By Kadon PetersonPublished 5 years ago Updated 5 years ago 8 min read

It was all so brain deadening.

The jelly in my eyes had become sweet and sticky from the light of LEDs. I no longer counted time by the second, but by the heartbeats of the sphere. The lab remained dark so we could at least imagine something new were there. Every documentary and film about Elvis Presley had been digested. We spoke to his image I plastered upon the door, which read “Nine and nine make fourteen, four and four make nine, the clock is strikin’ thirteen, I think I lost my mind.” In our isolation and boredom, detail was our only source of novelty. Fennec had 37 seam-like scars running across her. I found Max’s signature mark under her left eyelid. She had not been aware of either factoid until my every sense was imbued with her dissection.

But I wasn’t the only cacoethes plagued rodent in the lab.

Fen had become obsessed with my figure. Every muscle, every hair—even the cadence and tone of my speech. She liked the gravel, she liked the pressure, and she liked the rapids. She was a suicidal Goddess, crashing waves onto a piercing rock until it was sharp enough to make her bleed. Etched into the canvas of my skin were morbid pictures of our life, drawn and inked into permanence by her hand. She enjoyed retracing the depictions of her horror as I devoured her alive and spent her will to live. The closer she got to death, the longer her silence would be as she glowed in afterthought. I was frightened by the practice at first, but I learned how to gauge and tease her threshold of consciousness by the strength of her pulse beating through my teeth. After waking, sometimes she would tell me about a surreal vision she had and would write the experience into her dream journal. Then we would eat and dutifully maintain the lab. Perhaps we would find another subject to watch films about. But always came the modifications, the exploration of ideals, and the pains of shaping marble from flesh.

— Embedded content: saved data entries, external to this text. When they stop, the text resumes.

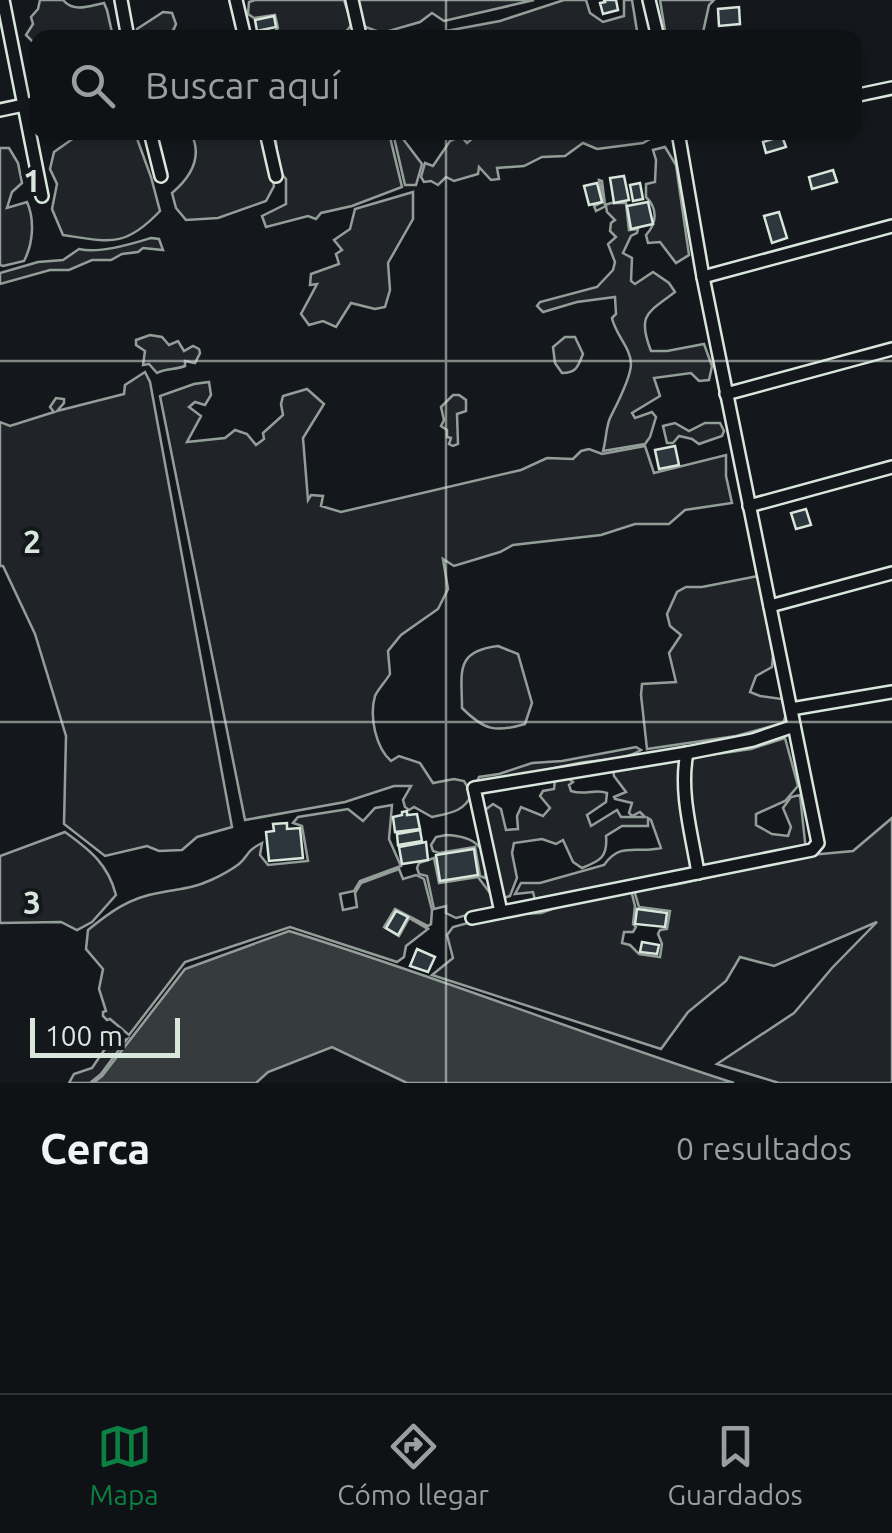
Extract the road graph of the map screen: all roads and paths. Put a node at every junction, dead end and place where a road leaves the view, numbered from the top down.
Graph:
1 (3, 0) edge
2 (122, 0) edge
3 (236, 0) edge
4 (352, 0) edge
5 (650, 0) edge
6 (127, 30) edge
7 (242, 30) edge
8 (359, 30) edge
9 (656, 30) edge
10 (892, 88) edge
11 (862, 94) edge
12 (30, 104) edge
13 (24, 105) junction
14 (0, 110) edge
15 (30, 135) edge
16 (31, 140) edge
17 (152, 140) edge
18 (268, 140) edge
19 (684, 140) edge
20 (161, 176) dead end
21 (276, 176) dead end
22 (42, 196) dead end
23 (892, 226) edge
24 (702, 277) junction
25 (892, 349) edge
26 (726, 394) junction
27 (892, 468) edge
28 (750, 506) junction
29 (892, 573) edge
30 (770, 606) junction
31 (892, 692) edge
32 (791, 710) junction
33 (794, 726) junction
34 (687, 753) junction
35 (698, 873) junction
36 (501, 912) junction
37 (472, 918) dead end

1 - 13 street
2 - 6 street
3 - 7 street
4 - 8 street
5 - 9 street
10 - 11 street
12 - 13 street
13 - 14 street
13 - 15 street
16 - 22 street
17 - 20 street
18 - 21 street
19 - 24 street
23 - 24 street
24 - 26 street
25 - 26 street
26 - 28 street
27 - 28 street
28 - 30 street
29 - 30 street
30 - 32 street
31 - 32 street
32 - 33 street
33 - 34 street
33 - 35 street
34 - 35 street
34 - 36 street
35 - 36 street
36 - 37 street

I did everything she told me to do, and I never went outside because I wanted to endure the claustrophobia with her. I didn’t have a choice but to entertain the demon. I supposed such was the cost of saving her life, and she rewarded me handsomely for it, but I couldn’t shake the feeling we both wanted to die while the going was easy. If it weren’t for the potential of the sphere, I’m sure I would have already offered her a chance to slip away. She understood this as well, proved by the way she treated the sphere as if it were an extension of me. She drew faces upon its surface, huddled near it for heat when she felt cold, and even read books to it when our insomnia flared. We had no idea what to expect when it was born, but we knew it would at least be something new; a new person, a new train of thought, a new being of mysterious capability and character. At least I hoped so.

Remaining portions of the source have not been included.